Mein größtes Problem mit "Die 7. Zeugin" befasst sich mit den extrem flachen Charakteren. Während der eigentliche Protagonist noch über rudimentären Tiefgang verfügt, kann man das selbe nicht über seinen Dr. Watson aus der Rechtsmedizin oder seinen Gegner im Gerichtssaal sagen:

- Dr. Justus Jarmer, der weniger relevante Teil des Protagonisten Duos wird folgendermaßen eingeführt "Er war eine Koryphäe auf seinem Fachgebiet und zugleich ein vehementer Fürsprecher von Moral und Gerechtigkeit" (S. 56) und später noch einmal mit "Es gab eine Person, die mehr als jede andere für Wahrheit und Aufrichtigkeit stand. [...] Kurz entschlossen wählte er die Nummer von Doktor Justus Jarmer" (S. 232). Wie jemand auf die Idee kommt so seine Hauptfiguren zu beschreiben ist mir schleierhaft.

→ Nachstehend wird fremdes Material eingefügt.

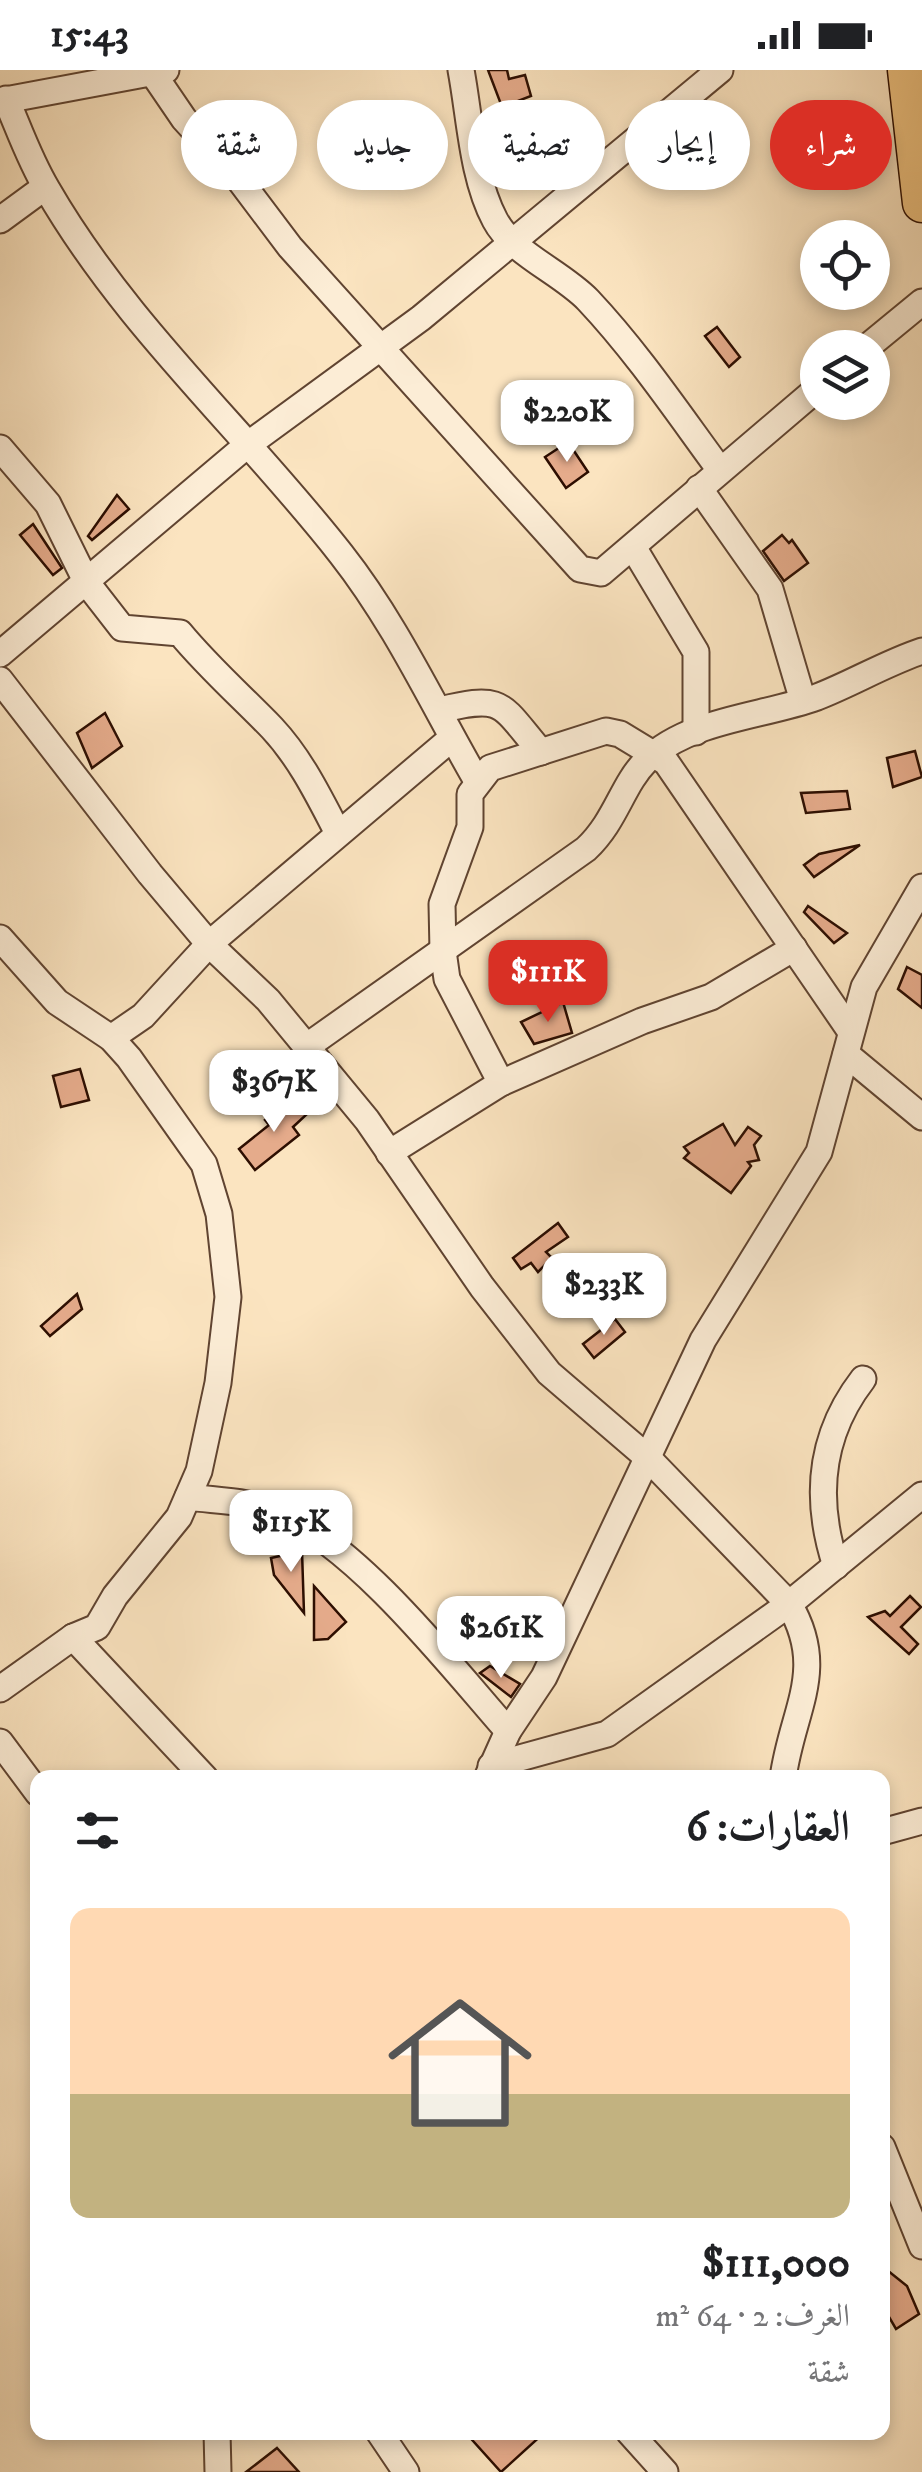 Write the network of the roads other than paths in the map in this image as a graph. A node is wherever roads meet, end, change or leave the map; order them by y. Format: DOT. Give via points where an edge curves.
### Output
graph roads {
  1 [pos="462,70"];
  2 [pos="720,70"];
  3 [pos="907,70"];
  4 [pos="160,72"];
  5 [pos="116,73"];
  6 [pos="3,100"];
  7 [pos="45,187"];
  8 [pos="922,203"];
  9 [pos="0,220"];
  10 [pos="511,240"];
  11 [pos="922,302"];
  12 [pos="888,330"];
  13 [pos="381,349"];
  14 [pos="800,403"];
  15 [pos="246,446"];
  16 [pos="0,448"];
  17 [pos="720,470"];
  18 [pos="699,488"];
  19 [pos="634,547"];
  20 [pos="87,584"];
  21 [pos="922,651"];
  22 [pos="0,654"];
  23 [pos="0,680"];
  24 [pos="803,701"];
  25 [pos="440,710"];
  26 [pos="696,732"];
  27 [pos="452,738"];
  28 [pos="542,752"];
  29 [pos="657,753"];
  30 [pos="476,781"];
  31 [pos="338,833"];
  32 [pos="922,887"];
  33 [pos="0,938"];
  34 [pos="209,944"];
  35 [pos="794,948"];
  36 [pos="443,952"];
  37 [pos="111,1038"];
  38 [pos="848,1043"];
  39 [pos="306,1047"];
  40 [pos="501,1084"];
  41 [pos="922,1117"];
  42 [pos="389,1153"];
  43 [pos="863,1379"];
  44 [pos="648,1458"];
  45 [pos="922,1495"];
  46 [pos="188,1497"];
  47 [pos="836,1566"];
  48 [pos="789,1604"];
  49 [pos="73,1637"];
  50 [pos="0,1689"];
  51 [pos="508,1731"];
  52 [pos="0,1742"];
  53 [pos="198,1770"];
  54 [pos="490,1770"];
  55 [pos="495,1770"];
  56 [pos="785,1770"];
  57 [pos="30,1783"];
  58 [pos="922,1821"];
  59 [pos="890,1830"];
  60 [pos="890,2166"];
  61 [pos="922,2246"];
  62 [pos="217,2440"];
  63 [pos="384,2440"];
  64 [pos="636,2440"];
  65 [pos="218,2472"];
  66 [pos="406,2472"];
  67 [pos="664,2472"];
  1 -- 10 [label="street" via="484,189"];
  2 -- 10 [label="street"];
  3 -- 8 [label="highway"];
  4 -- 5 [label="street"];
  4 -- 13 [label="street" via="184,120"];
  5 -- 6 [label="street"];
  6 -- 7 [label="street"];
  7 -- 9 [label="street"];
  7 -- 15 [label="street" via="158,344"];
  10 -- 13 [label="street"];
  10 -- 17 [label="street" via="588,300"];
  11 -- 12 [label="street"];
  13 -- 15 [label="street"];
  13 -- 19 [label="street" via="580,569 601,573"];
  14 -- 17 [label="street"];
  15 -- 20 [label="street"];
  15 -- 25 [label="street" via="340,552"];
  16 -- 20 [label="street" via="48,504"];
  17 -- 18 [label="street"];
  18 -- 19 [label="street"];
  18 -- 24 [label="street" via="770,589"];
  19 -- 26 [label="street" via="696,652"];
  20 -- 22 [label="street"];
  20 -- 31 [label="street" via="122,628 180,633 273,730 310,778"];
  21 -- 24 [label="street"];
  23 -- 34 [label="street"];
  24 -- 26 [label="street"];
  25 -- 27 [label="street"];
  25 -- 28 [label="street" via="495,702"];
  26 -- 29 [label="street"];
  27 -- 30 [label="street"];
  27 -- 31 [label="street"];
  28 -- 29 [label="street" via="606,731"];
  28 -- 30 [label="street" via="490,768"];
  29 -- 35 [label="street"];
  29 -- 36 [label="street" via="644,763 597,840"];
  30 -- 36 [label="street" via="470,827 442,904"];
  31 -- 34 [label="street"];
  32 -- 38 [label="street" via="864,987"];
  33 -- 37 [label="street" via="57,1002"];
  34 -- 37 [label="street" via="143,1016"];
  34 -- 39 [label="street"];
  35 -- 38 [label="street"];
  35 -- 40 [label="street" via="711,997"];
  36 -- 39 [label="street"];
  36 -- 40 [label="street" via="447,979"];
  37 -- 46 [label="street" via="204,1164 219,1214 228,1297 218,1383"];
  38 -- 41 [label="street"];
  38 -- 44 [label="street" via="819,1152 703,1340"];
  39 -- 42 [label="street"];
  40 -- 42 [label="street"];
  42 -- 44 [label="street" via="548,1374"];
  43 -- 47 [label="street" via="822,1461 826,1533"];
  44 -- 48 [label="street"];
  44 -- 51 [label="street" via="544,1677"];
  45 -- 47 [label="street"];
  46 -- 49 [label="street" via="180,1518 97,1627"];
  46 -- 51 [label="street" via="258,1506 311,1532 372,1582"];
  47 -- 48 [label="street"];
  48 -- 55 [label="street" via="607,1734"];
  48 -- 56 [label="street" via="803,1628 810,1672"];
  49 -- 50 [label="street"];
  49 -- 53 [label="street"];
  51 -- 54 [label="street"];
  52 -- 57 [label="street"];
  58 -- 59 [label="street"];
  60 -- 61 [label="street"];
  62 -- 65 [label="street"];
  63 -- 66 [label="street"];
  64 -- 67 [label="street"];
} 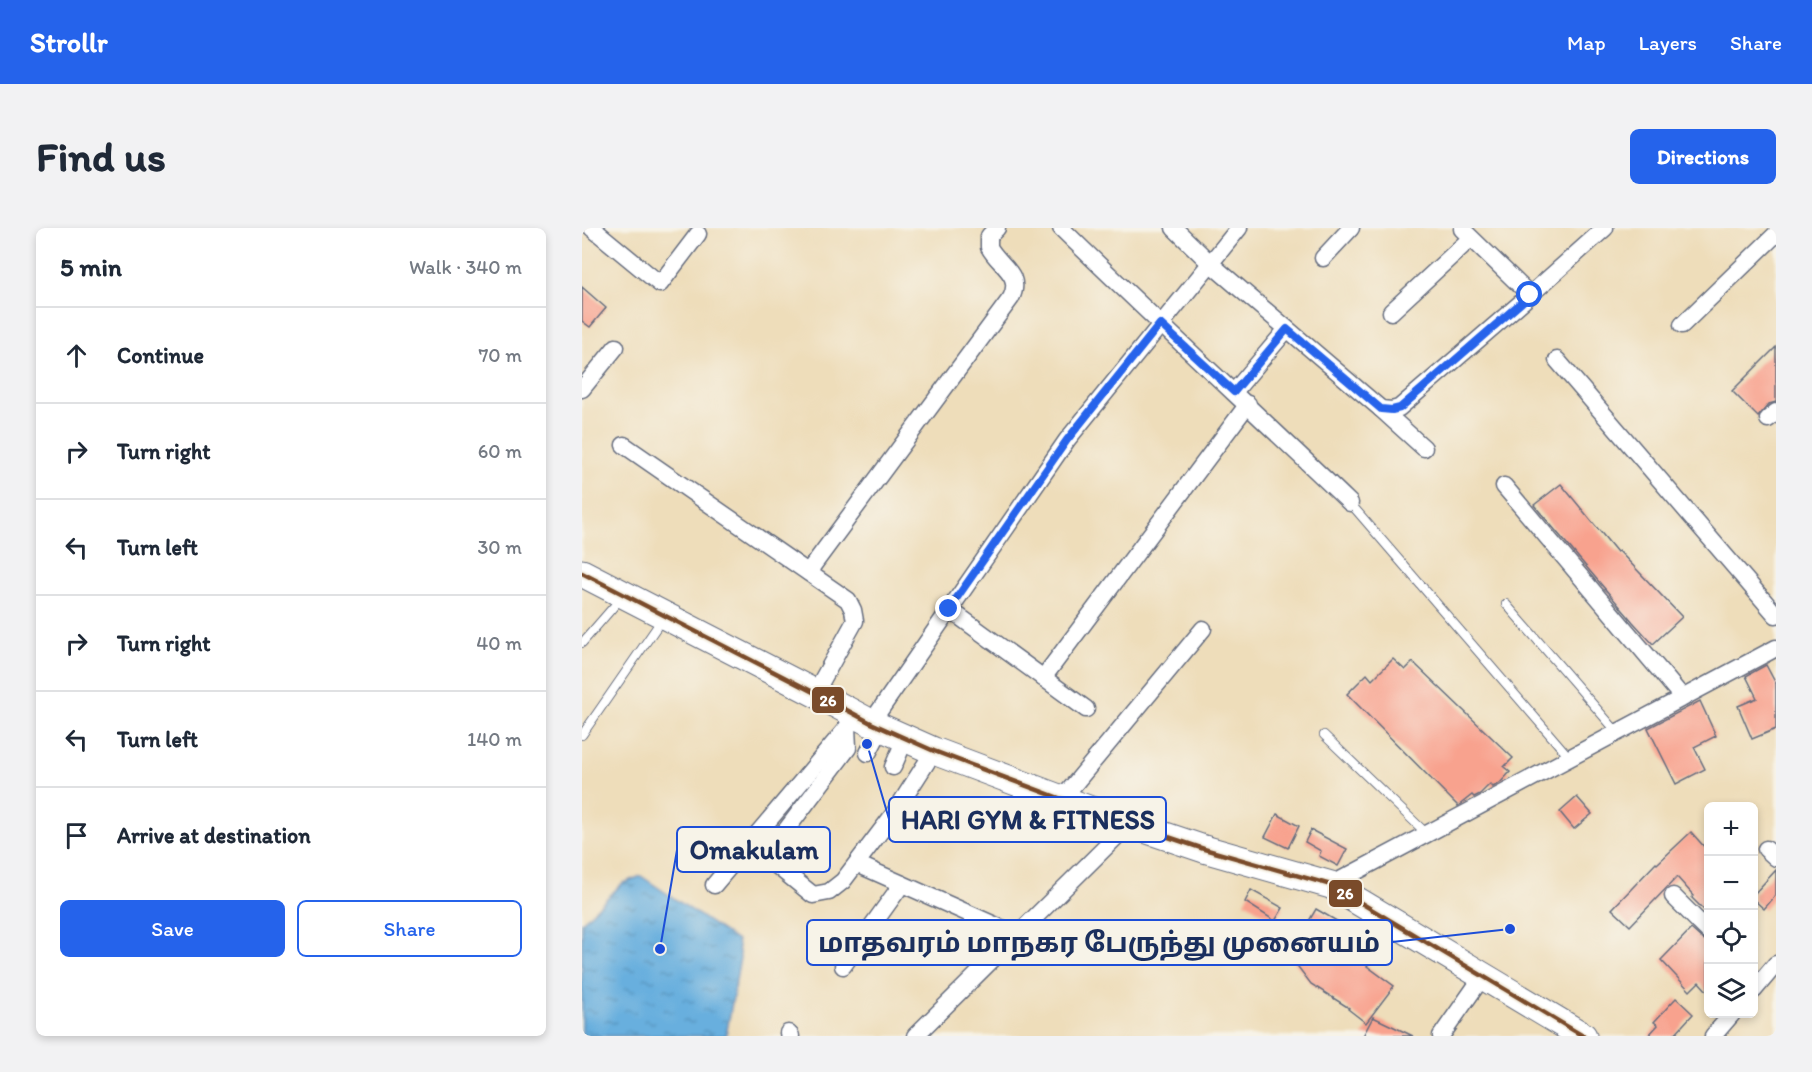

- Nicht überraschend, gibt es ein ähnliches Muster beim Erstellen der Gegenspieler. Der berühmte Oberstaatsanwalt Dr. Bäumler fällt im Roman mehrfach auf. Er ist dumm, kleinkariert, arrogant, versteht sich nicht auf juristische Fragen, übersieht alle relevanten Infos im Plädoyer eines Zeugen, neigt zu Wutausbrüchen und zur Selbstdarstellung und fällt auf jeden Trick der Protagonisten herein. Hier wurde offensichtlich eine Leinwand in Form eines Charakters geschaffen, auf der sich der Held Rocco Eberhardt austoben kann und seine großartigen Fähigkeiten, sowie seine moralische Integrität zur Schau stellen kann. Sehr enttäuschend.

Auch schade ist, dass das Knowhow das Michael Tsokos durch seinen Alias Dr. Jarmer beitragen könnte, weitestgehend verpufft. Das Buch behandelt keinerlei interessante Rechtsmedizin und das implizite Versprechen des Anwalts/Mediziner Autoren Duos wird nur wenig bedient. Hier wäre mehr Tiefgang angenehm.

Unterm Strich handelt es sich um extrem schlichte Unterhaltungsliteratur, die grundlegende Ansprüche erfüllen kann, aber weit unter ihren Möglichkeiten bleibt.